Winterfylleth – The Divination of Antiquity

winterfylleth-the_divination_of_antiquity

When something great passes, people stand around wishing for more of those moments of power and beauty that it brought. And so we get the black metal equivalent of Django Wilson and his Electric Band Play the Hits of the Beatles, except that now it is a black metal version which revisits the greatest moments of early Gorgoroth through a filter of Ancient and Graveland. Nothing here is poorly executed but the whole misses the driving spirit of black metal that gave it its profundity and instead works on recombining known tropes that once gave it great intensity.

All of the classic attributes are here: the minor-key trailing melodies, the bombastic resurgent themes, the shifting between riffs conveying a sense of hope and thus returning to a feral despair, but the animating force that holds them together does not appear. Like a musical version of Frankenstein’s monster, The Divination of Antiquity is the most beautiful black metal album ever made from pieces of its best, but it lacks the soul to see beyond the immediate and material and touch the conceptual ground of actual black metal.

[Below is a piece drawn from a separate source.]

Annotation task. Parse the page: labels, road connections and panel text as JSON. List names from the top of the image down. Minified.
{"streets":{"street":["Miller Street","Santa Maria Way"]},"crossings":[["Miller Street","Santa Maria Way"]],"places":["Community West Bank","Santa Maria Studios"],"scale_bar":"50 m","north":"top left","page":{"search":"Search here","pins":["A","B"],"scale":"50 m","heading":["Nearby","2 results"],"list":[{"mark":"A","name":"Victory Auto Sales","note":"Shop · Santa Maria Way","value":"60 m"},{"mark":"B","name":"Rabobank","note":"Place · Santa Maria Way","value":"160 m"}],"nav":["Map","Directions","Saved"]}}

Winterfylleth make songs with the basic feel and sensation of black metal, but without the intention behind it, they never develop to any conclusion sufficient for black metal and instead detour into the semi-circular wistful feeling that indie-rock and post-metal — both witnesses to the decline of human society in lugubrious ways, but helpless observers and not soul-participants in the counteraction — create that are the artistic equivalent of euthanasia. Like back, watch it happen, relax and let the waves wash over you. It will all be over soon.

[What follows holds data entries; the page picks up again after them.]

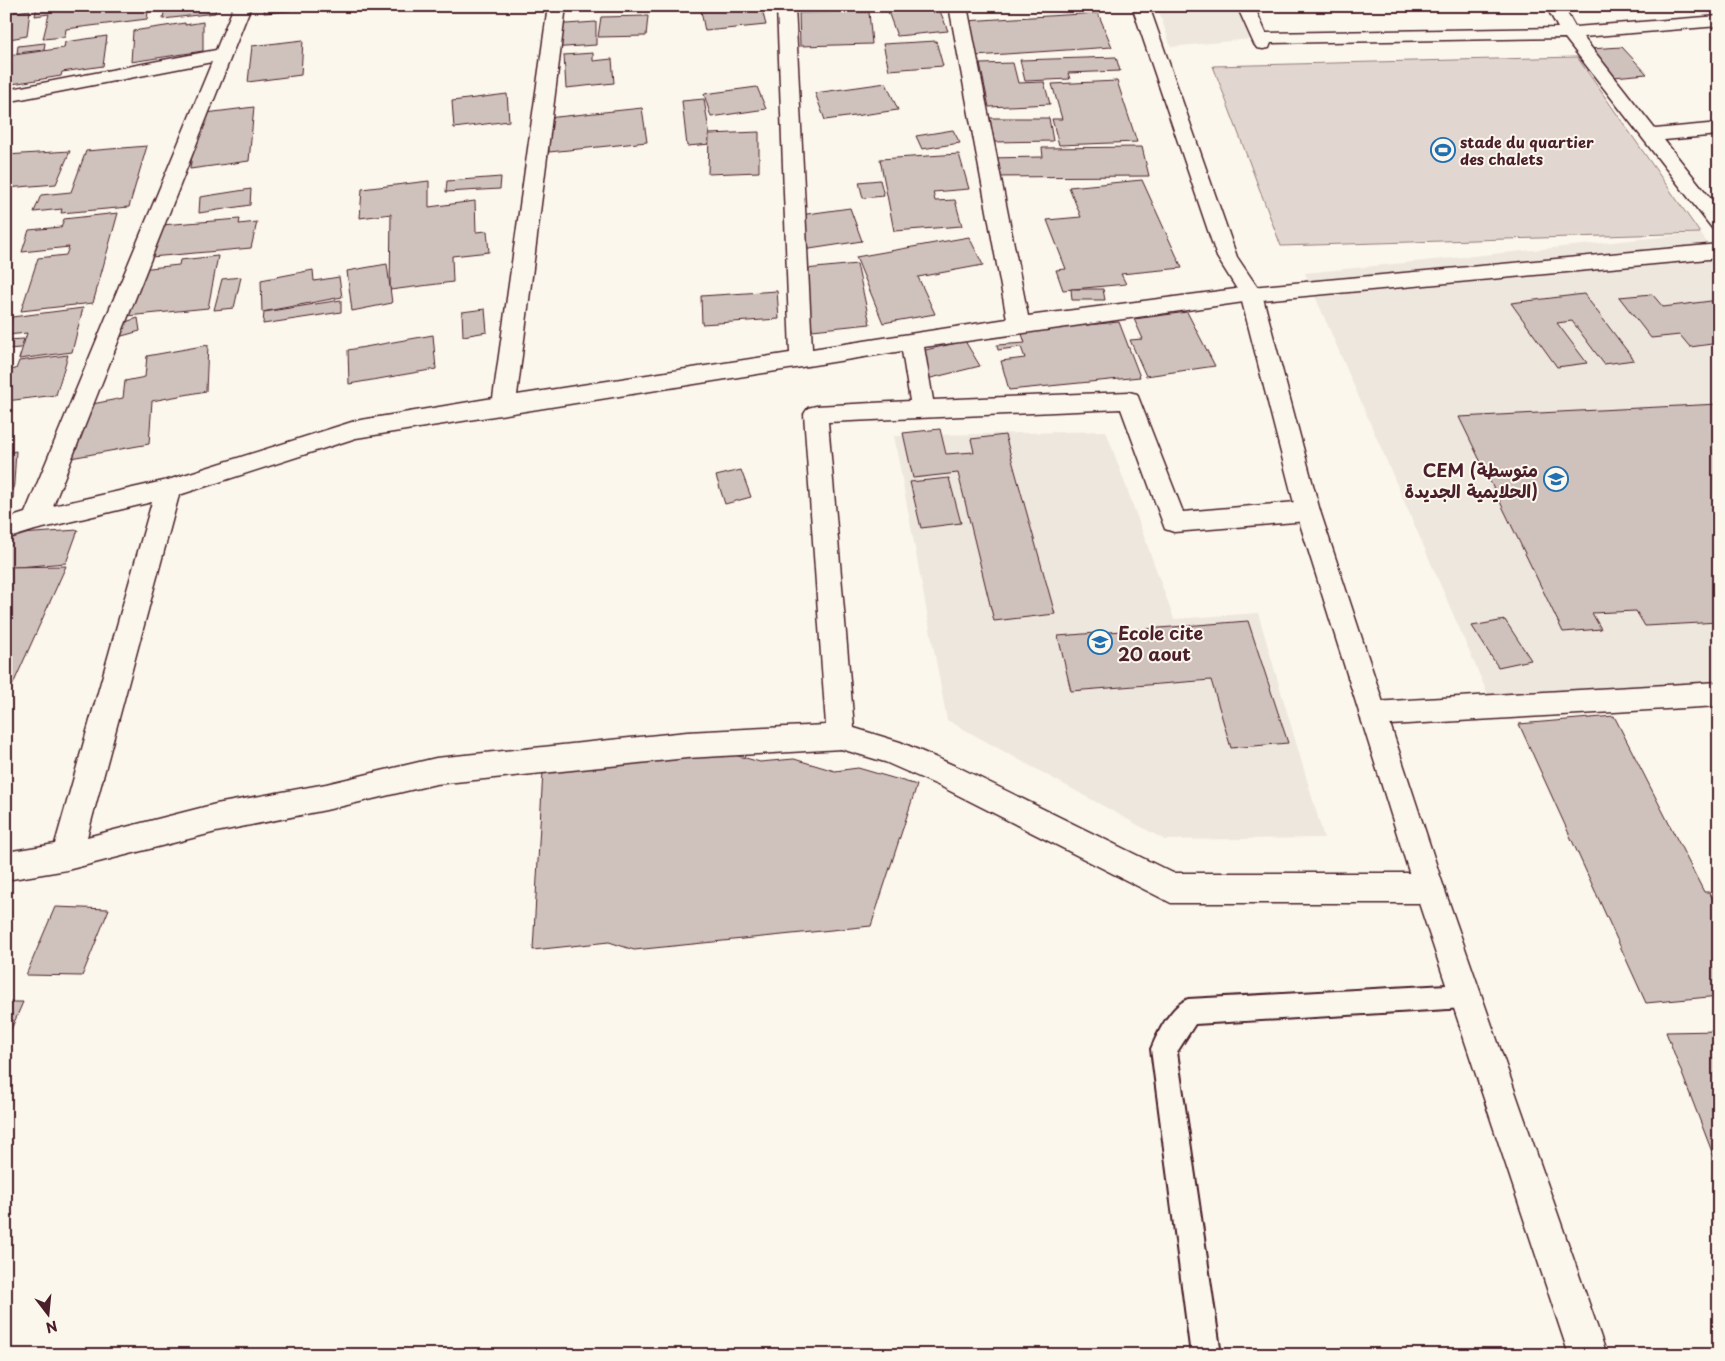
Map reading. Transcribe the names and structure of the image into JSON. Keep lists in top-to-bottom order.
{
  "places": {
    "sports": ["stade du quartier des chalets"],
    "school or university": ["CEM (متوسطة الحلايمية الجديدة)", "Ecole cite 20 aout"]
  },
  "north": "bottom"
}
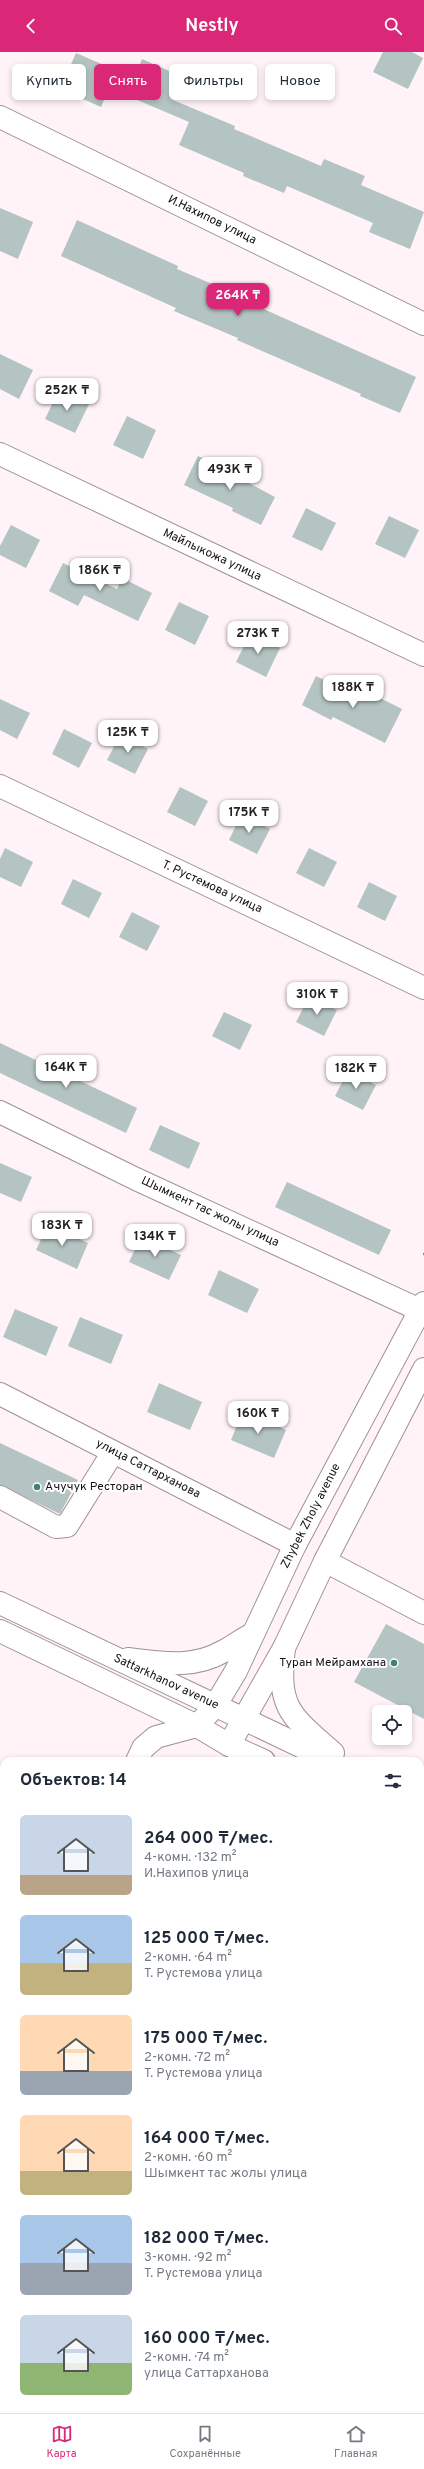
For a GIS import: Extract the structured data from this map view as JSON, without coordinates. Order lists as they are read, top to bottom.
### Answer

As the album progresses, The Divination of Antiquity starts falling back on more rock and jazz tropes to supplement its diminishing store of black metal landmark moments. The result is pleasant to listen to and evokes many of the old feelings, but like uncompleted thoughts they linger in conversation outside the French coffeehouse and dissipate on the car exhaust and cold air of the morning breeze. It would be wonderful to find in this “what once was,” but that would be the equivalent of concluding the recent Star Wars movies will have the impact of the original out of nostalgia, and ignoring the obvious missing elements which, and not its accessories and techniques, made the original so powerful.